На другой же день мы бежали от войны, охватившей весь свет. Потом началось бегство — все было только одним бегством.

Он мрачно задумался.

— Сколько времени это продолжалось?

Он не ответил.

— Сколько дней?

Лицо его было бледно и искажено, руки стиснуты. Он не обращал внимания на мое любопытство.

Я старался вопросами вернуть его опять к рассказу.

— Куда вы направились? — спросил я.

— Когда?

— Когда вы покинули Капри.

— На юго-запад, — сказал он и посмотрел на меня одно мгновение. — Мы поехали на лодке.

— Я думал, на аэроплане.

— Они все были захвачены неприятелем.

Я его больше не расспрашивал.

Немного погодя он начал опять с какой-то монотонной убежденностью:

— К чему тогда все это? Если эта война, эти резня и насилие — жизнь, зачем нам тогда стремление к удовольствию, к красоте? Если нет спасения, нет ни одного мирного места, если все наши мечты о тишине и спокойствии не что иное, как обман, мираж, зачем нам тогда такие сны? Не низменная страсть, не дурные намерения привели нас к этому — любовь заставила нас уединиться. Любовь явилась мне с ее глазами, облеченная ее красотой, прекраснее всего на свете, в образе и свете истинной жизни — и повлекла меня за собой. Я заставил замолчать все голоса, ответил на все вопросы — и пришел к ней. И нашел здесь только войну и смерть!

Мне пришло на ум спросить его:

— Это, может быть, был только сон?

— Сон! — крикнул он исступленно. — Сон… когда еще и теперь…

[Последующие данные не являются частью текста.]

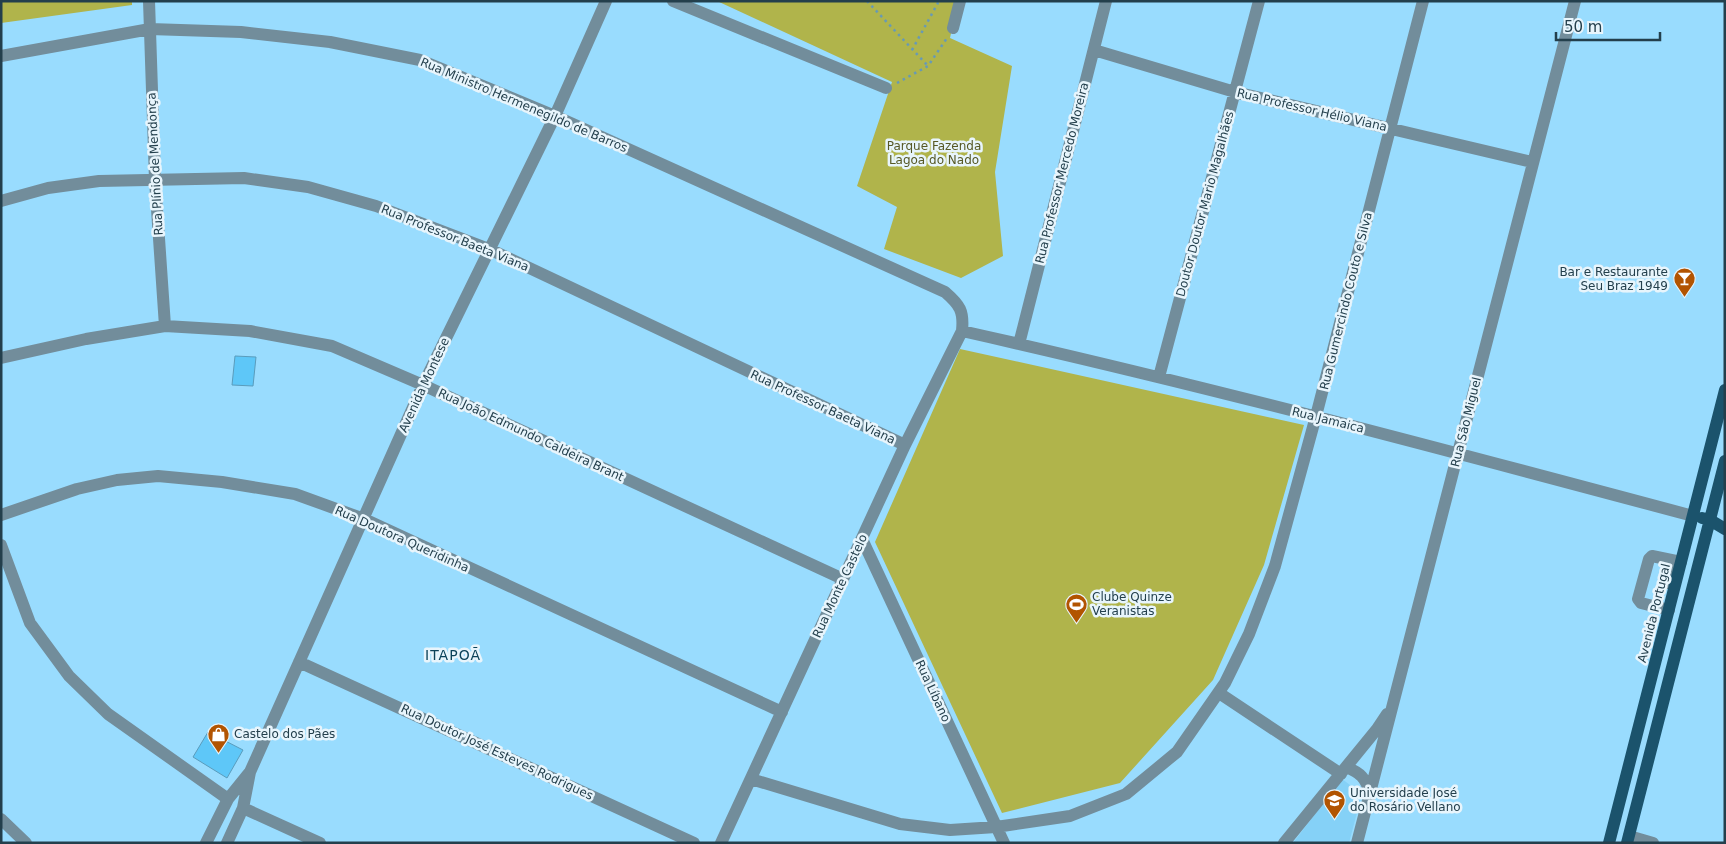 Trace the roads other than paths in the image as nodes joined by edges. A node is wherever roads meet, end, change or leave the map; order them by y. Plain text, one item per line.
1 (149, 1) edge
2 (606, 1) edge
3 (673, 1) edge
4 (960, 1) edge
5 (1106, 1) edge
6 (1260, 1) edge
7 (1423, 1) edge
8 (1575, 1) edge
9 (953, 28) road end
10 (150, 29) junction
11 (1094, 50) junction
12 (1, 56) edge
13 (886, 88) road end
14 (1235, 92) junction
15 (556, 116) junction
16 (1390, 129) junction
17 (1532, 162) junction
18 (155, 180) junction
19 (1, 201) edge
20 (489, 249) junction
21 (165, 326) junction
22 (962, 331) junction
23 (1019, 344) junction
24 (1, 358) edge
25 (1159, 377) junction
26 (423, 385) junction
27 (1725, 390) edge
28 (1316, 416) junction
29 (905, 445) junction
30 (1458, 453) junction
31 (1725, 461) edge
32 (1, 516) edge
33 (1694, 516) junction
34 (364, 519) junction
35 (1710, 520) junction
36 (1725, 529) edge
37 (862, 539) junction
38 (1, 545) edge
39 (1677, 562) junction
40 (843, 579) junction
41 (1668, 582) dead end
42 (1669, 610) junction
43 (299, 662) junction
44 (1219, 692) junction
45 (1394, 704) junction
46 (782, 712) junction
47 (1344, 770) junction
48 (250, 772) junction
49 (751, 779) junction
50 (1370, 792) junction
51 (228, 799) junction
52 (243, 808) junction
53 (1, 819) edge
54 (996, 827) junction
55 (1628, 839) edge
56 (1287, 842) edge
57 (26, 843) edge
58 (206, 843) edge
59 (227, 843) edge
60 (320, 843) edge
61 (694, 843) edge
62 (721, 843) edge
63 (1004, 843) edge
64 (1357, 843) edge
65 (1609, 843) edge
66 (1653, 843) edge

1 - 10 street, Rua Plínio de Mendonça
2 - 15 street, Avenida Montese
3 - 13 street
4 - 9 street
5 - 11 street, Rua Professor Mercedo Moreira
6 - 14 street, Doutor Doutor Mario Magalhães
7 - 16 street, Rua Gumercindo Couto e Silva
8 - 17 street, Rua São Miguel
10 - 12 street, Rua Ministro Hermenegildo de Barros
10 - 15 street, Rua Ministro Hermenegildo de Barros
10 - 18 street, Rua Plínio de Mendonça
11 - 14 street, Rua Professor Hélio Viana
11 - 23 street, Rua Professor Mercedo Moreira
14 - 16 street, Rua Professor Hélio Viana
14 - 25 street, Doutor Doutor Mario Magalhães
15 - 20 street, Avenida Montese
15 - 22 street, Rua Ministro Hermenegildo de Barros
16 - 17 street, Rua Professor Hélio Viana
16 - 28 street, Rua Gumercindo Couto e Silva
17 - 30 street, Rua São Miguel
18 - 19 street, Rua Professor Baeta Viana
18 - 20 street, Rua Professor Baeta Viana
18 - 21 street, Rua Plínio de Mendonça
20 - 26 street, Avenida Montese
20 - 29 street, Rua Professor Baeta Viana
21 - 24 street, Rua João Edmundo Caldeira Brant
21 - 26 street, Rua João Edmundo Caldeira Brant
22 - 23 street, Rua Jamaica
22 - 29 street, Rua Monte Castelo
23 - 25 street, Rua Jamaica
25 - 28 street, Rua Jamaica
26 - 34 street, Avenida Montese
26 - 40 street, Rua João Edmundo Caldeira Brant
27 - 33 main road, Avenida Portugal
28 - 30 street, Rua Jamaica
28 - 44 street, Rua Gumercindo Couto e Silva
29 - 37 street, Rua Monte Castelo
30 - 33 street, Rua Jamaica
30 - 45 street, Rua São Miguel
31 - 35 main road
32 - 34 street, Rua Doutora Queridinha
33 - 35 main road
33 - 39 main road, Avenida Portugal
34 - 43 street, Avenida Montese
34 - 46 street, Rua Doutora Queridinha
35 - 36 main road
35 - 55 main road
37 - 40 street, Rua Monte Castelo
37 - 54 street, Rua Líbano
38 - 51 street
39 - 41 street
39 - 42 main road, Avenida Portugal
39 - 42 street
40 - 46 street, Rua Monte Castelo
42 - 65 main road, Avenida Portugal
43 - 48 street, Avenida Montese
43 - 61 street, Rua Doutor José Esteves Rodrigues
44 - 47 street
44 - 54 street, Rua Gumercindo Couto e Silva
45 - 47 street
45 - 50 street, Rua São Miguel
46 - 49 street, Rua Monte Castelo
47 - 50 street
47 - 56 street
48 - 51 street, Avenida Montese
48 - 52 street, Avenida Montese
49 - 54 street, Rua Gumercindo Couto e Silva
49 - 62 street, Rua Monte Castelo
50 - 64 street, Rua São Miguel
51 - 58 street, Avenida Montese
52 - 59 street, Avenida Montese
52 - 60 street
53 - 57 street
54 - 63 street, Rua Líbano
55 - 66 street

Он в первый раз оживился. Слабая краска залила его щеки. Он поднял руку кверху, сжал ее в кулак и тяжело опустил себе на колени. Он заговорил, не глядя на меня, и продолжал говорить, отвернувшись в сторону.

— Мы только призраки, — говорил он, — даже только призраки призраков, желания наши подобны тени облаков, воля наша — как солома, которую взвихривает ветер; дни проходят — неизбежность и привычка влекут нас за собой, как поезд мчит за собой тени своих огней, не так ли? Только одно реально и достоверно, одно не плод фантазии, но вечно и несокрушимо — это смысл моей жизни, а все остальное второстепенно, даже бесполезно. Я любил ее, эту женщину моего сна. Она и я — мы умерли вместе!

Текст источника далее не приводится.